Серебряный век. Жизнь и любовь русских поэтов и писателей - Екатерина Станиславовна Докашева
В аду солдатского вагона.
Я волосы гоню по ветру,
Я в ларчике храню погоны.
С.Я. Эфрон – М.И.Цветаевой
26 октября 1918 г.
Коктебель
Дорогая, родная моя Мариночка,
Как я не хотел этого, какие меры против этого не принимал – мне все же приходится уезжать в Добровольческую Армию.

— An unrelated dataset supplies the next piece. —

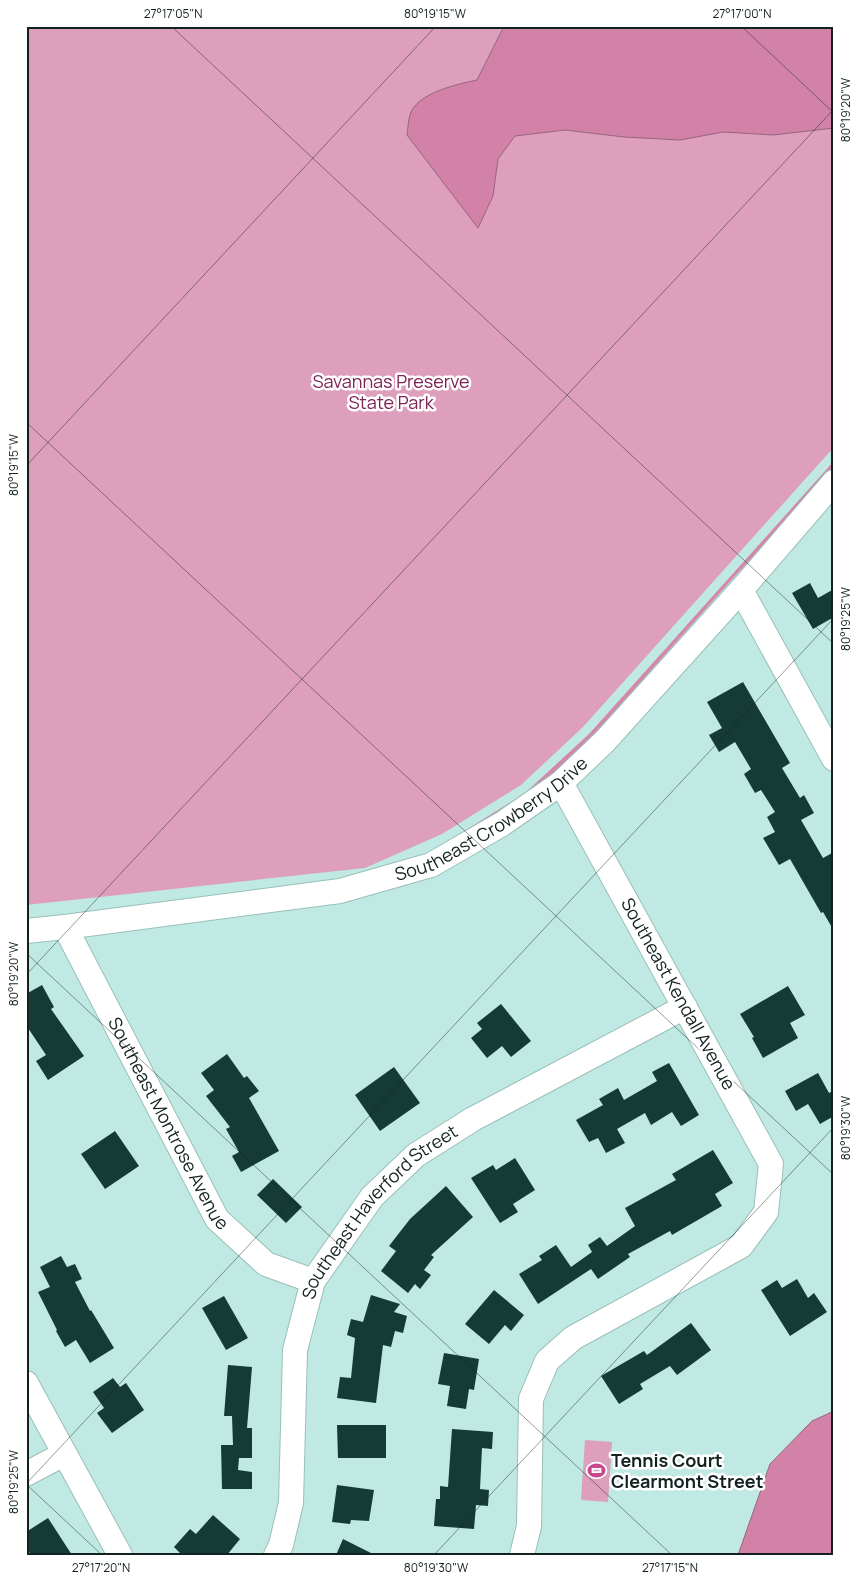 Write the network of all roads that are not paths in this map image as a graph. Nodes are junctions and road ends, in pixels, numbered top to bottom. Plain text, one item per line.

– Я Вас ожидал в Коктебеле пять месяцев, послал за это время Вам не менее пятнадцати писем, в которых умолял Вас как можно скорее приехать сюда с Алей. Очевидно, мои письма не дошли либо Ваши обстоятельства сложились так, что Вы не смогли выехать. Все, о чем Вы меня просили в письме – я исполнил. Я ожидал Вас здесь до тех пор, пока это было для меня возможно. У меня не было денег – я, против своего обыкновения, занимал у кого только можно, чтобы только дотянуть до Вашего приезда. Занимать больше не у кого. Денег у меня не осталось ни копейки. Кроме этого, и ждать-то Вас у меня теперь нет причин – Троцкий окончательно закрыл границы и никого из Москвы под страхом смертной казни не выпускают. <…>
– Вернее всего, что Добровольческая Армия начнет движение на Великороссию. Я постараюсь принять в этом движении непосредственное участие – это даст мне возможность увидеть Вас.
– Но может случиться, что я попаду против своего желания в отряд, двигающийся в другом направлении. Тогда не приходите в ужас, ежели среди войск, вступивших в Москву, меня не будет. Это значит, что я нахожусь в данный момент в другом месте.
– Макс Вам все расскажет о моей жизни в Коктебеле. Он мне очень помог во время моего пребывания здесь. <…>
– Теперь о главном. Мариночка, – знайте, что Ваше имя я крепко ношу в сердце, что бы ни было – я Ваш вечный и верный друг. Так обо мне всегда и думайте.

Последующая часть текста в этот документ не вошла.